Paseo nocturno

Maridaje recomendado: Whisky 

Por: Felipe A. García* 

Foto de portada: Zdzisław Beksiński

Salió de la casa renegando. Sabía que esto iba a pasar. No por gusto se opuso desde un principio a la idea de darle una mascota a sus hijos, pues sabía que ellos todavía eran muy pequeños para cuidarlo y a él le tocaría cargar con las responsabilidades del animal. Pero como su esposa es una manipuladora, no tuvo más remedio que comprarles ese estúpido perro que no sirve ni como guardián de casa. Como el animal apenas era un cachorro, el veterinario les recomendó sacarlo a pasear todos los días para que gastara energías. De no hacerlo, corrían el riesgo de que hiciera destrozos dentro de la casa, como morderles los muebles o enterrarles objetos en el jardín. 

Cuando llegó esa noche del trabajo, cansado después de un día de mierda, su esposa lo esperaba con la súplica de que por favor sacara al perro a pasear. Él protestó, dijo que se sentía cansado y cuestionó el por qué putas nadie lo hizo por el día, pero su mujer se limitó a responderle que ella había pasado ocupada y que los niños eran muy pequeños para pasearlo ellos solos, sobre todo en una ciudad tan peligrosa como esta, en la que cualquier loco podía secuestrarlos. Él, quien ya estaba lo suficientemente malhumorado, quería desatar un buen pleito entre ellos, pero se abstuvo de hacerlo porque sabía que si peleaba no cenaría por toda la semana ya que su mujer se pondría en huelga de cocina.
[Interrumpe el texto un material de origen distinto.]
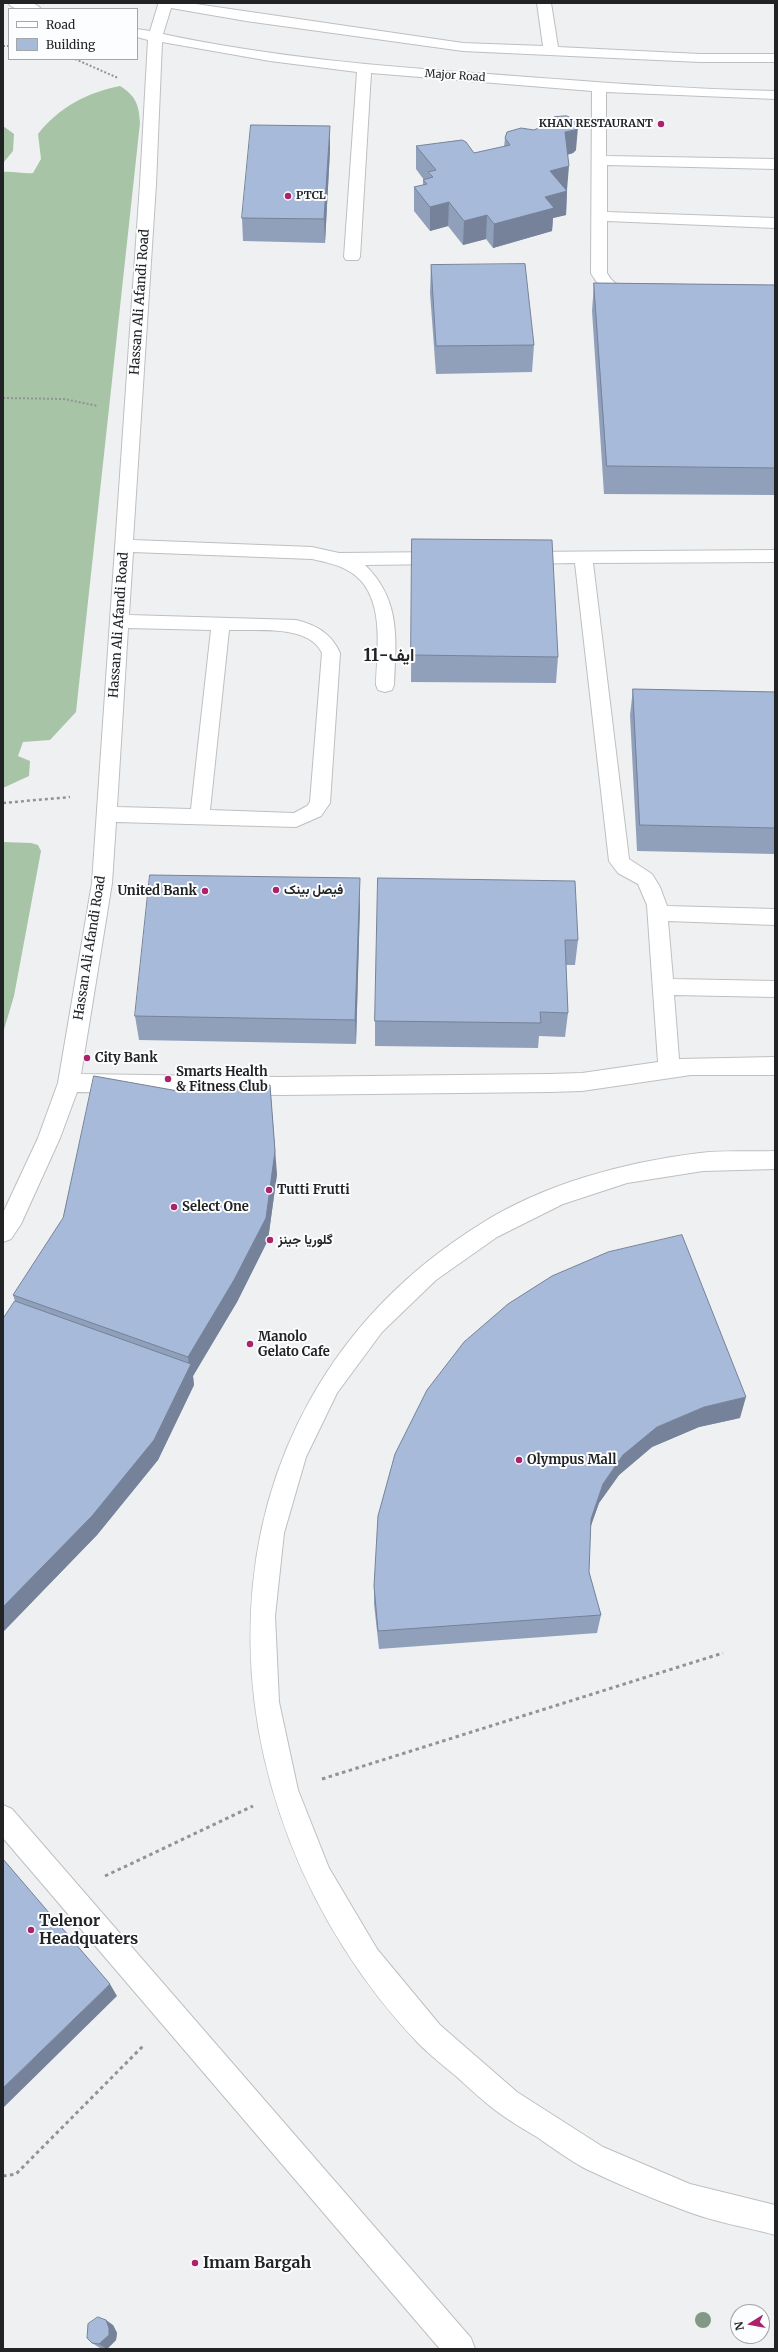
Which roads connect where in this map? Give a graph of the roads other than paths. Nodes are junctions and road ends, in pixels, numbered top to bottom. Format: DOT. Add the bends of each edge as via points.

Buscó la correa del animal, se la ató a su collar y salió de la casa. En el camino, se la pasó exclamando puteadas en contra de su esposa y del maldito perro ese, mientras que este avanzaba entre saltitos despreocupados por toda la calle, deteniéndose de vez en cuando para olfatear el asfalto y luego orinar. “¡Apurate!”, le gritaba de vez en cuando, pero el cachorro le respondía a su malhumor moviéndole la cola de un lado a otro. “Si te llego a volver a sacar, no respondo”, le dijo al animal. “Te voy a soltar y regresaré a casa diciendo que te me escapaste y te perdiste”, amenazó. Pero de pronto se sintió mal con aquella idea. Recordó, de inmediato, cómo el domingo pasado sus hijos se levantaron temprano para jugar con el cachorro. Los recordó acostados en el suelo, con sus pijamas de superhéroes, dejándose mordisquear los cabellos y orejas por el animal, mientras él los contemplaba desde la mesa del comedor, rodeado del olor a café y plátano frito.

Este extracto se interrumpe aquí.